DATA:
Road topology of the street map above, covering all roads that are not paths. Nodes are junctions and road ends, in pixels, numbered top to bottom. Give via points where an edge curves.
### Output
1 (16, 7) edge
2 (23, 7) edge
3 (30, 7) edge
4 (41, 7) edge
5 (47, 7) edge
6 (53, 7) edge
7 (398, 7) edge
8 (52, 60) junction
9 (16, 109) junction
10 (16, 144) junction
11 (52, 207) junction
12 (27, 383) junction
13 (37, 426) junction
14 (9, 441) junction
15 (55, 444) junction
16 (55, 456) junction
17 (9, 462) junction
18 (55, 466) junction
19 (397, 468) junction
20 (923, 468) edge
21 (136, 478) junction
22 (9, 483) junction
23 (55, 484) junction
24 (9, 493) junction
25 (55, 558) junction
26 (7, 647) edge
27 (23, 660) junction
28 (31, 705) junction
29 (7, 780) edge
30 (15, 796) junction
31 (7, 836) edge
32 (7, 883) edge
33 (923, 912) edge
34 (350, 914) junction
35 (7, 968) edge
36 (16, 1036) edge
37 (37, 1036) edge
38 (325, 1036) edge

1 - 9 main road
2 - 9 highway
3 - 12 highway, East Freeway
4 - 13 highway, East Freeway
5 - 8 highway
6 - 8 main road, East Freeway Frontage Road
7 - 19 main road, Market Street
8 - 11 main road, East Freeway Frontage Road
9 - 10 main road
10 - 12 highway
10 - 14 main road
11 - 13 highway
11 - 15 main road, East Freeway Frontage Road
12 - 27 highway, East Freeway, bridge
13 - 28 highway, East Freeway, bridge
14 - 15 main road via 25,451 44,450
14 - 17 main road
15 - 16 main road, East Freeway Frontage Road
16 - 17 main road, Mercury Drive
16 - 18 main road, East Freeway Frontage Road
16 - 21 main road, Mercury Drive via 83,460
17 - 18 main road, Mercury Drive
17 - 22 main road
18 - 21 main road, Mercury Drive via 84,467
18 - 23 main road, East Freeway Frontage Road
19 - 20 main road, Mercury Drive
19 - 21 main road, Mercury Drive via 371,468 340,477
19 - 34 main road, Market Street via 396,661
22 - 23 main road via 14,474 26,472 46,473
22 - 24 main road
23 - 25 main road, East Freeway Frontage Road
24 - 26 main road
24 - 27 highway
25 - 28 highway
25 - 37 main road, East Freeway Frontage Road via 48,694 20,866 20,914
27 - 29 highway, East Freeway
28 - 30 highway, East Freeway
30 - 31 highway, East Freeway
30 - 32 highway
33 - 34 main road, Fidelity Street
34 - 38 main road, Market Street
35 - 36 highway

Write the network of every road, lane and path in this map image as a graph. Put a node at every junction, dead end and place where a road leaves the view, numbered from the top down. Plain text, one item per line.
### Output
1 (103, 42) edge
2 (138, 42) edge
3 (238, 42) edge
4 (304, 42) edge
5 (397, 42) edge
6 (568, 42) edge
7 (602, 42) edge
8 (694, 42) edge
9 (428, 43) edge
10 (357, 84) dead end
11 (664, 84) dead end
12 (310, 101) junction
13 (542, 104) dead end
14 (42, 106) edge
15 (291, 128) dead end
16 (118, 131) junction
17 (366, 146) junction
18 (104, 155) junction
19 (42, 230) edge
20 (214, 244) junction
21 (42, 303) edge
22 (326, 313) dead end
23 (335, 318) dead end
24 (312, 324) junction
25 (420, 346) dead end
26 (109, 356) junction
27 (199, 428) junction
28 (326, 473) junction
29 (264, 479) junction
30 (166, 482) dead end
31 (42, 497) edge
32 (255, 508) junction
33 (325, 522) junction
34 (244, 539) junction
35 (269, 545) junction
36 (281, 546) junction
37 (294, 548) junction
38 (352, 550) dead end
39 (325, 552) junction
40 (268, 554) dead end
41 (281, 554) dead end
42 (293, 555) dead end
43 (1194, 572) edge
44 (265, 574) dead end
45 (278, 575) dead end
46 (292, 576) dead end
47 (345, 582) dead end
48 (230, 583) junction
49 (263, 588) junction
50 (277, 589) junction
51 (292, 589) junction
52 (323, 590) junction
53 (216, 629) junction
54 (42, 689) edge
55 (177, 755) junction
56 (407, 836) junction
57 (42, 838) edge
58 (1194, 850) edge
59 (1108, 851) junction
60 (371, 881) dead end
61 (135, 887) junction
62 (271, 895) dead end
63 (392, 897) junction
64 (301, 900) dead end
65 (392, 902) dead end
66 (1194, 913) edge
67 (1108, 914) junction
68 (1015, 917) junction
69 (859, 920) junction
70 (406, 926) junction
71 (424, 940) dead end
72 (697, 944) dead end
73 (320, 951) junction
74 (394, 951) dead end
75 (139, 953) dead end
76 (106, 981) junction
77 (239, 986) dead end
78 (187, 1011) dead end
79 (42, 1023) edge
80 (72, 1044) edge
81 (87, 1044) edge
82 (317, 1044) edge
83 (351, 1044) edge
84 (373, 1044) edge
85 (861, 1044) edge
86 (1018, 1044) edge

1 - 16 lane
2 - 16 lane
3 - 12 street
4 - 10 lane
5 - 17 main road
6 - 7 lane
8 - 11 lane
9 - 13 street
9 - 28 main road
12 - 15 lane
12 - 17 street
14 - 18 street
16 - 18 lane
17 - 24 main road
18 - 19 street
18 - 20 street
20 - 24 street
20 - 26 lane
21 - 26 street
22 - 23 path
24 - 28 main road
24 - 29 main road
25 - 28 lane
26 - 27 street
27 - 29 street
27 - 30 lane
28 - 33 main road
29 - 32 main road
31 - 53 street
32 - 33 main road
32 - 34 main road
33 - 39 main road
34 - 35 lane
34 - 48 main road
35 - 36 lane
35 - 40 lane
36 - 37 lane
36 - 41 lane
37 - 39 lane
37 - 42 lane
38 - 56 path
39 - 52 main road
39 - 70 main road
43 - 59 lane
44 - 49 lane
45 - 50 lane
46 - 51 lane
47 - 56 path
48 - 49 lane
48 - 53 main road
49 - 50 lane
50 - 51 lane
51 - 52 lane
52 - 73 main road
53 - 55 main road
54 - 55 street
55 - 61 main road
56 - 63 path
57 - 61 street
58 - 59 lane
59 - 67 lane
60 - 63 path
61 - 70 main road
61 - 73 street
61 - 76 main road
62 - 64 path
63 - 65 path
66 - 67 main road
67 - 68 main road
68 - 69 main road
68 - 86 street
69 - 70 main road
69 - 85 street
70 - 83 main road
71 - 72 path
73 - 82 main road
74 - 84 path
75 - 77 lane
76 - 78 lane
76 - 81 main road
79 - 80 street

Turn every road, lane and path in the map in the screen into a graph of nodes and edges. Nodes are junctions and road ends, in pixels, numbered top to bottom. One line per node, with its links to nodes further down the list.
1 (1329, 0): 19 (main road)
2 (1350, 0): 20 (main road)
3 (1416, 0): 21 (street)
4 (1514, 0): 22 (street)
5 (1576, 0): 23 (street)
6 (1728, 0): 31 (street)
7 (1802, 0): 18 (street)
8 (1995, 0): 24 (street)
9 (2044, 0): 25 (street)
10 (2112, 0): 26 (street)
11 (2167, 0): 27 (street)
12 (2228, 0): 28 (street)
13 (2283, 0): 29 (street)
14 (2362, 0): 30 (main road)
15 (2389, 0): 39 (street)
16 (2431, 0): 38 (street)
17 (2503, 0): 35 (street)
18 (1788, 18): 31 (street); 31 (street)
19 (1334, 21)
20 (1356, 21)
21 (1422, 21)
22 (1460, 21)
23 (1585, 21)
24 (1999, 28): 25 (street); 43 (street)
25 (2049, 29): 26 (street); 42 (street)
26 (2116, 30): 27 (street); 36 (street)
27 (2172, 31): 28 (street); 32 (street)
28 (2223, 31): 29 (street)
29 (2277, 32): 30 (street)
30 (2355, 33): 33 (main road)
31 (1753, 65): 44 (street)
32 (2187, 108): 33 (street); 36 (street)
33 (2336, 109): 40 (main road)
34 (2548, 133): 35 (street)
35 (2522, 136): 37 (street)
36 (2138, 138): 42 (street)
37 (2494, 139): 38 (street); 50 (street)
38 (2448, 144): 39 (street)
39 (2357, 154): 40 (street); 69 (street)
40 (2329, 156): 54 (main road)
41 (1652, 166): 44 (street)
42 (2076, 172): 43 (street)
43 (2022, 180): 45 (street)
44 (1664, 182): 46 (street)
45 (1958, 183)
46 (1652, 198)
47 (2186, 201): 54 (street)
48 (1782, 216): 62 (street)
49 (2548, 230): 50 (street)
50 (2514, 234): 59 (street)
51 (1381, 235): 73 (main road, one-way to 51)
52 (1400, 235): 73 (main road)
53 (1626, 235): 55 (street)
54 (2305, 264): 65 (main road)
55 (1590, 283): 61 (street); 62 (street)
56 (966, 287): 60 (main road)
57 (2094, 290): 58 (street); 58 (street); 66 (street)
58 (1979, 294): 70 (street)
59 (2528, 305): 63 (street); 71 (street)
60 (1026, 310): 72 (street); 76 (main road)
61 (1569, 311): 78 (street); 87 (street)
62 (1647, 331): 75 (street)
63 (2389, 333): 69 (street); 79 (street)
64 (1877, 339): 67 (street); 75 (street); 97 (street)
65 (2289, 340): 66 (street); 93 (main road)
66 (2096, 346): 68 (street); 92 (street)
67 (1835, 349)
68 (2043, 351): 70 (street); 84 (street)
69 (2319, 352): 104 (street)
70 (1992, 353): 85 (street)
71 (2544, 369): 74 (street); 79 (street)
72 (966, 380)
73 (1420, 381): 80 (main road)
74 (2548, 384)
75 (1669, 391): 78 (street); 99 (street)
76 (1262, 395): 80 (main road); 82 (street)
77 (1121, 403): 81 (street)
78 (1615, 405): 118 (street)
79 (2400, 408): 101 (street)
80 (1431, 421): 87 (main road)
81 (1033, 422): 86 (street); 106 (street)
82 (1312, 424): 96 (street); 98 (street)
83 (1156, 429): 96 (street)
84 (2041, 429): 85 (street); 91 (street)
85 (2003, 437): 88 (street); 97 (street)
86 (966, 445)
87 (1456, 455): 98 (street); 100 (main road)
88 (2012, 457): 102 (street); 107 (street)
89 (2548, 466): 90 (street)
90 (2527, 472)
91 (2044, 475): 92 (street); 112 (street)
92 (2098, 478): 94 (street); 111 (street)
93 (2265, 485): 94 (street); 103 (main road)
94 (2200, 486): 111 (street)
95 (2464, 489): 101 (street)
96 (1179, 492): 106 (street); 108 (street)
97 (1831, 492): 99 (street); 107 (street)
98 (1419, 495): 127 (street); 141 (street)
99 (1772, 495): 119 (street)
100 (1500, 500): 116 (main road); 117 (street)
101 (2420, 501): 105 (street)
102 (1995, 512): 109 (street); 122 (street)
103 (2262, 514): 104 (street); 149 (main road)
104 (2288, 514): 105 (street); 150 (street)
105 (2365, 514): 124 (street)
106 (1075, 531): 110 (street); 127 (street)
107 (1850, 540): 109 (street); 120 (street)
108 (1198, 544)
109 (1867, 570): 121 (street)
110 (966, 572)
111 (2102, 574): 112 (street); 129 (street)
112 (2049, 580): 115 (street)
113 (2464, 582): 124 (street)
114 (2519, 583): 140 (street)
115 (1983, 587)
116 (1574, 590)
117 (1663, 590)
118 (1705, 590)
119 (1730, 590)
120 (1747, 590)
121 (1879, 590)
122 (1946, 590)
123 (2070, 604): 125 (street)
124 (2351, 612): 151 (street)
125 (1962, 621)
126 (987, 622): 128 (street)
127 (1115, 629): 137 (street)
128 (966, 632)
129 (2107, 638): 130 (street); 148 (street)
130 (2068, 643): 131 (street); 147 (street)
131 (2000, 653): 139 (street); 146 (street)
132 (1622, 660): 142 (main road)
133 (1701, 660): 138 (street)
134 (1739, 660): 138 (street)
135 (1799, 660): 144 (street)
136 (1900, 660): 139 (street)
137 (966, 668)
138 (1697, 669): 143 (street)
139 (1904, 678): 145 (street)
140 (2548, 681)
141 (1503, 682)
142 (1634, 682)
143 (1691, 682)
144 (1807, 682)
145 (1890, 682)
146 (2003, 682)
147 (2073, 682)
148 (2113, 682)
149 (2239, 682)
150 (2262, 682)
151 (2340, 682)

TO DO:
Would you please show every line of the material above that includes the string "Drive"?

SOLUTION:
16 - 17 main road, Mercury Drive
16 - 21 main road, Mercury Drive via 83,460
17 - 18 main road, Mercury Drive
18 - 21 main road, Mercury Drive via 84,467
19 - 20 main road, Mercury Drive
19 - 21 main road, Mercury Drive via 371,468 340,477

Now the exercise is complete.